Predicting Cytotoxicity and Enzymatic Activity of Diverse Chemicals Using Goldfish Scale Tissue and Topminnow Hepatoma Cell Line-based Data.

Quantitative structure-toxicity relationship (QSTR) models were built for two in vitro endpoints: cytotoxicity and enzymatic activity of diverse chemicals to goldfish (Crassius auratus) scale tissue (GFS) and topminnow (Poeciliopsis lucida) hepatoma cell line (PLHC-1), respectively. The data sets were based on experimental cytotoxicity measured with uptake of 3-amino-7-dimethylamino-2-methylphenazine hydrochloride dye (Neutral Red assay) representing lysosomal damage and enzymatic activity measured with Ethoxyresorufin-O-deethylase (EROD) induction potency.

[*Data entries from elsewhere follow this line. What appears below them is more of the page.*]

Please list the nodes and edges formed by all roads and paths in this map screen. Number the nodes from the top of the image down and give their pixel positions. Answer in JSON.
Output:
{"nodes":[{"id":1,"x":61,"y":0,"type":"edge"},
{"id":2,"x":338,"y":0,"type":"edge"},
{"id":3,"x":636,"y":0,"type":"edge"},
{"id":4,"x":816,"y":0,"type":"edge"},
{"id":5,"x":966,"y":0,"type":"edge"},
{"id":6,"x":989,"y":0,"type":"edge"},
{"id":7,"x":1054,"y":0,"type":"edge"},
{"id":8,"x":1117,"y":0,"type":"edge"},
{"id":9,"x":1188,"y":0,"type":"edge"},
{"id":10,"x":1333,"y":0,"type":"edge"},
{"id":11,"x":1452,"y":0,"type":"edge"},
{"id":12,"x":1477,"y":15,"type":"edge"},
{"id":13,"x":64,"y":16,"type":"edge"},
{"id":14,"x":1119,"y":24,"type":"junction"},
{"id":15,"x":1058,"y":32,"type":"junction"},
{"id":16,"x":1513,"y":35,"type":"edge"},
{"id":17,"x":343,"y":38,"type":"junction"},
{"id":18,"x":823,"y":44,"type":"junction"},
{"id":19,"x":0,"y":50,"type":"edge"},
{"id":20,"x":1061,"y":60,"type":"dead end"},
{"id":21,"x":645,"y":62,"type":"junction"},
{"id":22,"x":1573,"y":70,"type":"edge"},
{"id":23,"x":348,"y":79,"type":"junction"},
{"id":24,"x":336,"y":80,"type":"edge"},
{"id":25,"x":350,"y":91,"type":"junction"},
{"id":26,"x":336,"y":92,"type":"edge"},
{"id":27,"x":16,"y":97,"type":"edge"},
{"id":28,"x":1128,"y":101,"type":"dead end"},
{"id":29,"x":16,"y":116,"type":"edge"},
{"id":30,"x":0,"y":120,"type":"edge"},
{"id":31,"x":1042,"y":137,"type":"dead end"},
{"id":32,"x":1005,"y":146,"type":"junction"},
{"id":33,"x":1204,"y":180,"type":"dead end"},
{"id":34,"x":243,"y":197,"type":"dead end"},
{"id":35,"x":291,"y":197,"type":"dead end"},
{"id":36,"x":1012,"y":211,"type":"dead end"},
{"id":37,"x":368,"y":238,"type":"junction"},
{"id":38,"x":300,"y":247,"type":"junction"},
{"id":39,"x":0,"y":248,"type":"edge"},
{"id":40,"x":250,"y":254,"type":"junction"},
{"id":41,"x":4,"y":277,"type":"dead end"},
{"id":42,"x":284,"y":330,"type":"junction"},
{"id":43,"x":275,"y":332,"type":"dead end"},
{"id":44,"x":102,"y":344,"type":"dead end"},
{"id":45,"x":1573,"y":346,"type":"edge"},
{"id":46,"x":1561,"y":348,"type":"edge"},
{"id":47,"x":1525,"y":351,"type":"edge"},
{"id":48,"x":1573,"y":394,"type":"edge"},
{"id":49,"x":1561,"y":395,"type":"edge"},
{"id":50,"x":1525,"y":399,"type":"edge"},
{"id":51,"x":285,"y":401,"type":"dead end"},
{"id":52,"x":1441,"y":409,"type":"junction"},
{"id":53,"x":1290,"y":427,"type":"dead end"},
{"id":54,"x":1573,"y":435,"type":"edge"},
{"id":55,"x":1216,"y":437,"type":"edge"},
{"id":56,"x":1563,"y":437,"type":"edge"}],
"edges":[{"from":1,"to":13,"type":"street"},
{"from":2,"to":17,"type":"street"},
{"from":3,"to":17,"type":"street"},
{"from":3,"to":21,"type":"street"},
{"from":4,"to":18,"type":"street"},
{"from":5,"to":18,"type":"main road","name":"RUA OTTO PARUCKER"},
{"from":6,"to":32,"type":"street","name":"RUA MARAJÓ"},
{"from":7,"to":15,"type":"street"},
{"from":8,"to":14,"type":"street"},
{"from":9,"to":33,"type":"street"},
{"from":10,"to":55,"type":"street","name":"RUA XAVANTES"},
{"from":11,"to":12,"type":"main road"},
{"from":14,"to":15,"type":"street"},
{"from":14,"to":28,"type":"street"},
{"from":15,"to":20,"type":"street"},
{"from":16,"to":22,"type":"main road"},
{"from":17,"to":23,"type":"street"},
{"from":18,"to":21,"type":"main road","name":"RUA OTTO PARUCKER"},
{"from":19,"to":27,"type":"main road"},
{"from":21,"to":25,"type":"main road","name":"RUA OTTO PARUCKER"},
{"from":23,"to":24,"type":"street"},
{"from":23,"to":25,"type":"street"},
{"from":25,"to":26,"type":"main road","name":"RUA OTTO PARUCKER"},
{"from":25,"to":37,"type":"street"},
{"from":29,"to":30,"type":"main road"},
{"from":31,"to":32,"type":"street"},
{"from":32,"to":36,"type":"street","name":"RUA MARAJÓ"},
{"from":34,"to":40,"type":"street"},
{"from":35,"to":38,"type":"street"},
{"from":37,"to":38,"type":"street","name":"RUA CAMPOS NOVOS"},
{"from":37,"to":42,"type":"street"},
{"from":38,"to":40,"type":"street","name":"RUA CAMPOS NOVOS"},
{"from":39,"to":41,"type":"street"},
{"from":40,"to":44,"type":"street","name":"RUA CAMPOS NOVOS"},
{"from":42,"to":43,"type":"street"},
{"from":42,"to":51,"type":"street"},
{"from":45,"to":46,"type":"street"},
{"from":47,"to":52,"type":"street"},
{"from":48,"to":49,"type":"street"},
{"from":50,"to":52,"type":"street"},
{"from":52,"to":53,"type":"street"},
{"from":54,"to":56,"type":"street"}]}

The descriptors were calculated with DRAGON 6 and SPARTAN 10 software packages. Descriptor selection was made by 'All Subset' and Genetic Algorithm-based features implemented in QSARINS software. The proposed QSTR models validated both internally and externally. Additionally, the QSTR models generated for cytotoxicity and EROD induction potency were used to predict the relevant endpoint values for external set chemicals with structural coverage of 95.0 % and 92.1 %, respectively. A strong correlation of experimental in vivo fish lethality data with predicted in vitro cytotoxicity and EROD induction potency values for external set chemicals was found. It was concluded that the proposed QSTR models might be useful to provide an initial screening and prioritization for these diverse chemicals. Also, regarding the strong correlations between predicted in vitro and experimental in vivo data, the use of QSTR predictions as an alternative to the acute fish toxicity assessment can be claimed.